What is needed:
Of all the entries below, only the lines from the one with "wrist: (398, 269)" up to and including the one with "ring dip: (360, 313)" are to be duplicated exactly.

Data extracts:
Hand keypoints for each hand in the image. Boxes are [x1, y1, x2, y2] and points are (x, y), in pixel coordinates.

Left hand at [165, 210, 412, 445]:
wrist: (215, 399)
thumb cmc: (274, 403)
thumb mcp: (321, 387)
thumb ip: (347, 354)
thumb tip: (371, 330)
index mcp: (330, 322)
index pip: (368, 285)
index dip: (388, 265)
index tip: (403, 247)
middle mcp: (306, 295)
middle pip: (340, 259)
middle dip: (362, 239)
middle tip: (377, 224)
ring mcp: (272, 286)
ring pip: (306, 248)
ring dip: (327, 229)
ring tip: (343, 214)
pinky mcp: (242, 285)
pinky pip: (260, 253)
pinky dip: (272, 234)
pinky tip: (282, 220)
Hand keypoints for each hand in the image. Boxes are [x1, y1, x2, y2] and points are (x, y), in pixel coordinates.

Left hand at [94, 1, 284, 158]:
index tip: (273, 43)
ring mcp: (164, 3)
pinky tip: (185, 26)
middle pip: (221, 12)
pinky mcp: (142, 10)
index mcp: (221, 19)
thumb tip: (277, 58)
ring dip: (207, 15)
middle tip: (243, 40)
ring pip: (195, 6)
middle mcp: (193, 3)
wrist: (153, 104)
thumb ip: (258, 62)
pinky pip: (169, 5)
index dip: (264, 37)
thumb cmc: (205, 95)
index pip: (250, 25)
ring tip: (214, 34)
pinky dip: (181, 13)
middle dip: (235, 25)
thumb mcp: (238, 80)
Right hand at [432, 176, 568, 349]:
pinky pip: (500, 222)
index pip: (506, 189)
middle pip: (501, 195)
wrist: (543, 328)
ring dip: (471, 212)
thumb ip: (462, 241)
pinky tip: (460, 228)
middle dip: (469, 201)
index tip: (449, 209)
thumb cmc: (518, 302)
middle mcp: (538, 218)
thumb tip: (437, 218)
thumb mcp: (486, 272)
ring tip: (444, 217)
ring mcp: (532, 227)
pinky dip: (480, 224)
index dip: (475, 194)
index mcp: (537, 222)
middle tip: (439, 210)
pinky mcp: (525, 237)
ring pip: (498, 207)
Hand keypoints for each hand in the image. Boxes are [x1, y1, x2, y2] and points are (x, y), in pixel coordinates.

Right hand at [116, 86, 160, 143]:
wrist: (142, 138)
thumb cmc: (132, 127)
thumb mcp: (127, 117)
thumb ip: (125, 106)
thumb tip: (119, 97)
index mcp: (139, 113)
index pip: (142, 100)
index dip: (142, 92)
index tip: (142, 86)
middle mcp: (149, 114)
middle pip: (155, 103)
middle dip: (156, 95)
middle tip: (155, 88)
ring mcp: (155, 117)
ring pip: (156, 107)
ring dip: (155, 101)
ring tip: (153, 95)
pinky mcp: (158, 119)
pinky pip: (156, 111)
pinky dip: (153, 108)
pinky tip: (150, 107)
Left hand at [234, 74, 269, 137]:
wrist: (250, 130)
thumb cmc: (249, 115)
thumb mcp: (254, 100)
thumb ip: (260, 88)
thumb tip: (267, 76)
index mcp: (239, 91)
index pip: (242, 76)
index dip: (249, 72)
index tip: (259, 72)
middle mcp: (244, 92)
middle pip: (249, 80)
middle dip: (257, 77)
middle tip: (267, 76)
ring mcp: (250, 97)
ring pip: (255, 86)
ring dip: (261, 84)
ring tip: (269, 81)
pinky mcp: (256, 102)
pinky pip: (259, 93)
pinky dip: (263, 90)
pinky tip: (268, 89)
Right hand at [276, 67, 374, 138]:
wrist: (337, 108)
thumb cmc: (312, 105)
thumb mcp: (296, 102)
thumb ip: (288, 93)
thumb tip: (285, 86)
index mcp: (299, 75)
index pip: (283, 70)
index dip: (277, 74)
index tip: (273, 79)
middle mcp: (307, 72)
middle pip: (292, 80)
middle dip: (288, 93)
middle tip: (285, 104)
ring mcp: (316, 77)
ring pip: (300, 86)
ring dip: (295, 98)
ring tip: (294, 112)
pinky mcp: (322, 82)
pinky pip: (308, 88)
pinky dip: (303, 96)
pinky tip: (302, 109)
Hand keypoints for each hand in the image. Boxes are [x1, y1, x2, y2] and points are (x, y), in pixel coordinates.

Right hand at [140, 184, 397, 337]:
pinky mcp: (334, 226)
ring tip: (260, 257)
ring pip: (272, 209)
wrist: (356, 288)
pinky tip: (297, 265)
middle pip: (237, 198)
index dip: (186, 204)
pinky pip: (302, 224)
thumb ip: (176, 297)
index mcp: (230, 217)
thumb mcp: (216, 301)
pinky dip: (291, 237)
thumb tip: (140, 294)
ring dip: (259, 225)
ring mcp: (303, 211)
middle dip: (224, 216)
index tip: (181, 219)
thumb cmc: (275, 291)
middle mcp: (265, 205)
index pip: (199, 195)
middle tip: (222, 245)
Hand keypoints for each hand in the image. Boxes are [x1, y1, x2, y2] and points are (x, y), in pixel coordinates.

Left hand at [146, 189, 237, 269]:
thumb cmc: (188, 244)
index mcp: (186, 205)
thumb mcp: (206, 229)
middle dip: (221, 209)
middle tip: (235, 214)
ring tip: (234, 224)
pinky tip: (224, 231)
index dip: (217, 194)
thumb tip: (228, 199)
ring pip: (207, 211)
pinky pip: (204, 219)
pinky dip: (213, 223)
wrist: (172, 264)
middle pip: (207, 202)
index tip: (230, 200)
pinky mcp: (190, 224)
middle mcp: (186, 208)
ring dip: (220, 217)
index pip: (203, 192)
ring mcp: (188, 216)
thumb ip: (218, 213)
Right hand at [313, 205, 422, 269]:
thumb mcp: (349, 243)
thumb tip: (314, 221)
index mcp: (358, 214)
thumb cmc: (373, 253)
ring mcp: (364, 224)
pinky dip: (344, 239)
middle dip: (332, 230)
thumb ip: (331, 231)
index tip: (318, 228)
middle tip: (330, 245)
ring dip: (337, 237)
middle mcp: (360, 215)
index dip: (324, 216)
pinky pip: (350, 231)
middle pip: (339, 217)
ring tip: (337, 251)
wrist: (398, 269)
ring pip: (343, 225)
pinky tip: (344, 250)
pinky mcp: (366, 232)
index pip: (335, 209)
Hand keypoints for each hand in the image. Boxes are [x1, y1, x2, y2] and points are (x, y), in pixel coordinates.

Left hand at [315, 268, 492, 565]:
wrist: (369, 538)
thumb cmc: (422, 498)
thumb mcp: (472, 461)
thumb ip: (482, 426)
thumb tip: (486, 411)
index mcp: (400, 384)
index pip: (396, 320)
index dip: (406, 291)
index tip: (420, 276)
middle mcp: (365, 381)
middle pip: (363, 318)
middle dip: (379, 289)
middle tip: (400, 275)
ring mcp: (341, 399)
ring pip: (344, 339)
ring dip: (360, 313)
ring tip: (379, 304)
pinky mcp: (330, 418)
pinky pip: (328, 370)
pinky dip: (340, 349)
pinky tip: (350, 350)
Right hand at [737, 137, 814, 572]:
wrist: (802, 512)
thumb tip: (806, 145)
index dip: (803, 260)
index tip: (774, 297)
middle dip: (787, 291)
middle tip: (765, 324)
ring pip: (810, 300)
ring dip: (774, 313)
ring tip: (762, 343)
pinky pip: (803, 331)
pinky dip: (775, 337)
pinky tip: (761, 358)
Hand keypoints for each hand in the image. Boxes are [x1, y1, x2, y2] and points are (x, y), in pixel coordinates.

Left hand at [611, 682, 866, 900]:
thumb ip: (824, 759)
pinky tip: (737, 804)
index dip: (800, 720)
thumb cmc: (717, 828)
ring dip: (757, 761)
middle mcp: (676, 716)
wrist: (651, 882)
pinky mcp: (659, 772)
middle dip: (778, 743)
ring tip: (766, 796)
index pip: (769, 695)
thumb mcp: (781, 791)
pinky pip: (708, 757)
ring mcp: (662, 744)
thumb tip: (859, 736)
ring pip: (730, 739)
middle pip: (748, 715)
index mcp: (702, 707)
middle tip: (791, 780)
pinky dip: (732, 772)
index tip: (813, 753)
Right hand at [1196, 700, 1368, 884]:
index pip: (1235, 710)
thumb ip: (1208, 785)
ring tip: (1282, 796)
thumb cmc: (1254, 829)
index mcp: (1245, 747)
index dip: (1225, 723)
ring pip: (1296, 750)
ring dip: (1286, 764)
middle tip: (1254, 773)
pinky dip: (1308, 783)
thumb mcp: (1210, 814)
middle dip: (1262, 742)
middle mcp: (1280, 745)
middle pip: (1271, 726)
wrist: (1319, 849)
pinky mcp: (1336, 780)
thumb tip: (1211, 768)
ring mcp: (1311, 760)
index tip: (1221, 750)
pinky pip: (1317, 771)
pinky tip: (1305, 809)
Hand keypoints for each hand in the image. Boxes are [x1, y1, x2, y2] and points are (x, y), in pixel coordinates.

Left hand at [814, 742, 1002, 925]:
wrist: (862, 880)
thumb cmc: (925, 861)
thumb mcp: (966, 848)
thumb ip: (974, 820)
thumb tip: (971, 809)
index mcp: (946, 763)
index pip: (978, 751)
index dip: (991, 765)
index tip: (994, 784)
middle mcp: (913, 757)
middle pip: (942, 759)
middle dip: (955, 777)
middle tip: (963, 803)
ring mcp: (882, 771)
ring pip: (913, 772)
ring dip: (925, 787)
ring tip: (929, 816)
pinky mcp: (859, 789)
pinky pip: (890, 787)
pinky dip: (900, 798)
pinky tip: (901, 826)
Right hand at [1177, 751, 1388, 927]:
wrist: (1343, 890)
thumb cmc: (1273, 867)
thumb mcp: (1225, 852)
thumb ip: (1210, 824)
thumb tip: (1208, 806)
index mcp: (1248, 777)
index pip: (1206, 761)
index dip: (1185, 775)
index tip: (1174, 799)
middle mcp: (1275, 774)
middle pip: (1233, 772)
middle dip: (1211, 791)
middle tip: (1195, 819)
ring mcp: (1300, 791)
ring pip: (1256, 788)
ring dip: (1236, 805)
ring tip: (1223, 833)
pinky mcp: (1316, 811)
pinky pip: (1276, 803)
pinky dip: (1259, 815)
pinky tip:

Written answer:
wrist: (398, 269)
ring pip: (343, 225)
pinky tip: (344, 250)
pinky mcp: (366, 232)
index pip: (335, 209)
Hand keypoints for each hand in the image. Boxes are [x1, y1, x2, y2] and points are (x, y), in pixel coordinates.

Left hand at [315, 268, 492, 565]:
wrist: (369, 538)
thumb cmc: (422, 498)
thumb mcp: (472, 461)
thumb ip: (482, 426)
thumb tip: (486, 411)
index mcp: (400, 384)
index pip: (396, 320)
index dip: (406, 291)
index tip: (420, 276)
middle mcp: (365, 381)
middle pip: (363, 318)
middle dip: (379, 289)
middle tip: (400, 275)
ring mcp: (341, 399)
ring pip: (344, 339)
ring dip: (360, 313)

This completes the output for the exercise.